The following is a list of typical expenses that you may be able to deduct.
- 50% of meals and entertainment expenses while traveling, or when entertaining business guests
- car and truck expenses or local transportation expenses, to inspect the property, collect rents, interview prospective tenants, or to call on contractors, suppliers, vendors, your insurance agent, etc; if you claim these expenses, be sure to report them on Form 4562, Depreciation and Amortization
- cleaning supplies
- credit check fees for tenants
- finance charges on a credit card used for business
- janitorial or cleaning service
- landscaping maintenance
- legal fees related to drawing up leases, resolving disputes with tenants or repair contractors, tax advice, etc.; however, legal fees incurred in connection with buying or selling the property are added to the property's tax basis
- local licenses, taxes, inspection fees, etc.
- miscellaneous repairs and maintenance
- rental fees for power tools, painting equipment, etc.

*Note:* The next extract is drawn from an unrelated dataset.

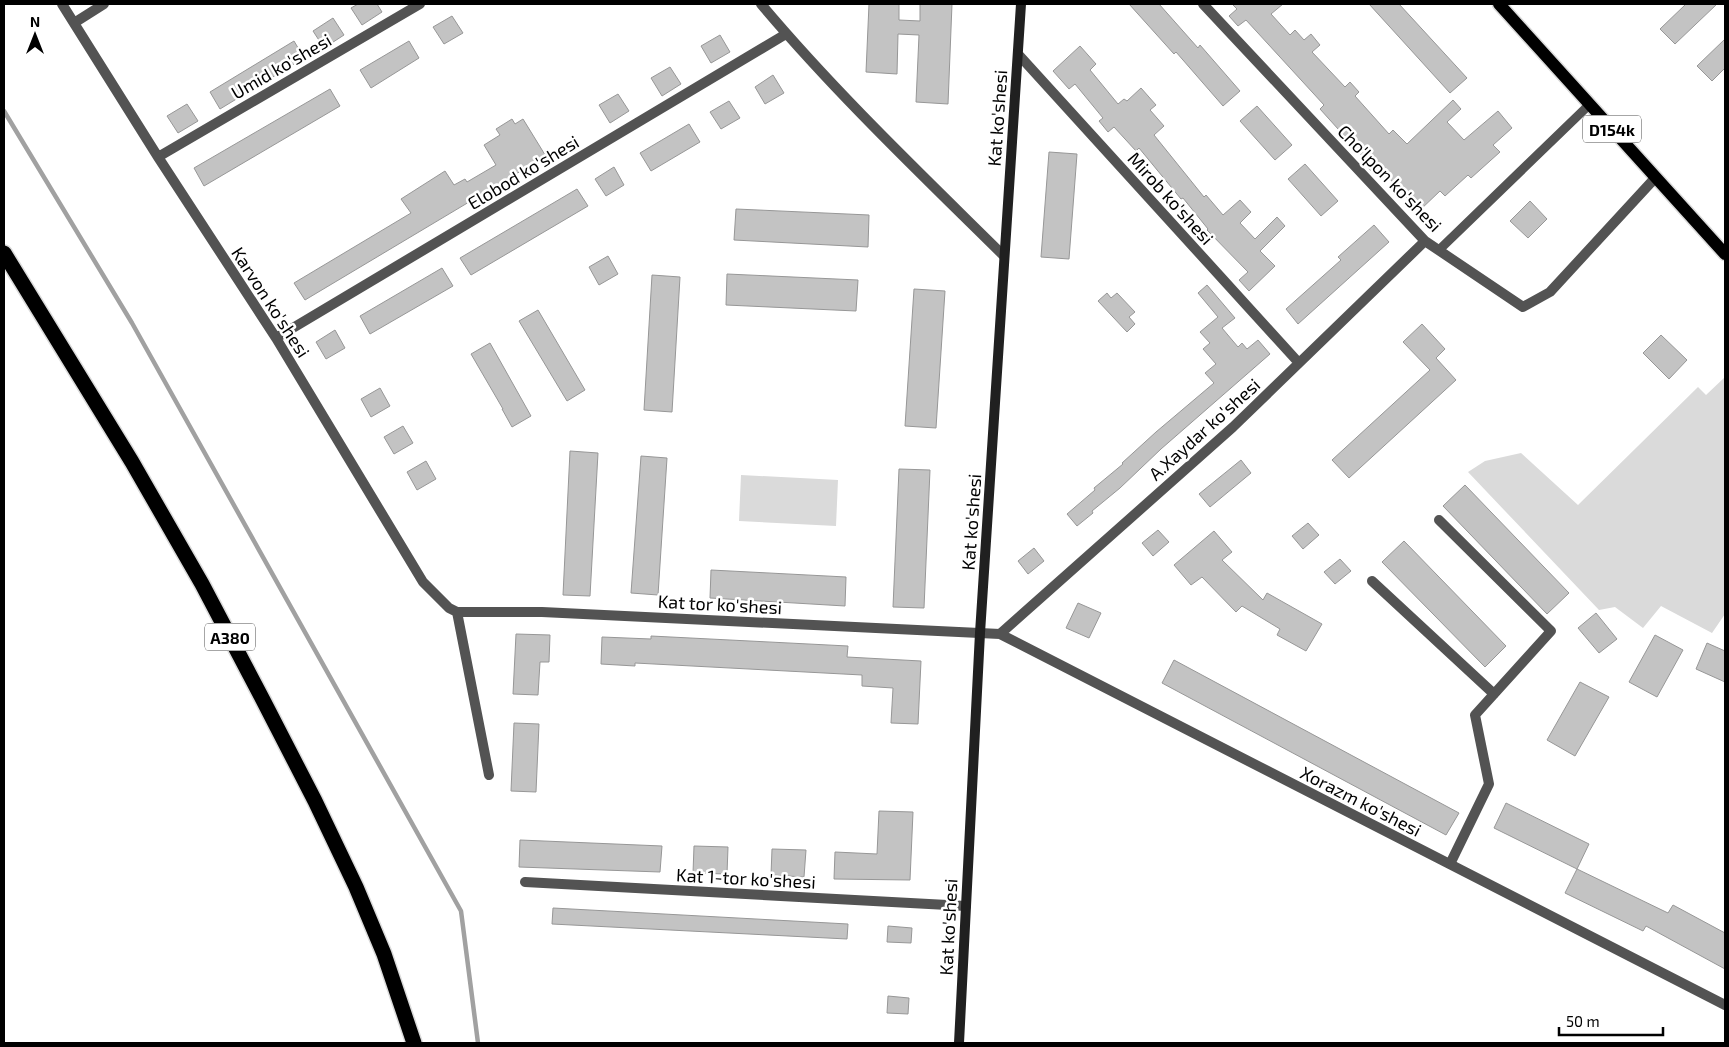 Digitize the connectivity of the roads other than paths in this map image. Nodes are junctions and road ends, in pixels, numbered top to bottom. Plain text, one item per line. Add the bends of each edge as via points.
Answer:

- safe deposit box rental, if you keep your deed, mortgage, or insurance policy there
- stamps, if you pay bills by mail
- tax return preparation, if you pay someone to complete your Schedule E, associated depreciation tax forms, etc.
- telephone calls, although you can't deduct any part of the first telephone line into your residence
Unfortunately, you cannot deduct the cost of your own labor if, for example, you paint a rental apartment or install a lock yourself instead of hiring a painter or a locksmith. However, if you hire a non-owner (such as your child or, possibly, your spouse), you can deduct the payments.
Remember that you must distinguish between repairs, which can be deducted in the year they are paid for, and improvements, which must be treated as a capital asset and depreciated over a time period that matches the class life of the asset.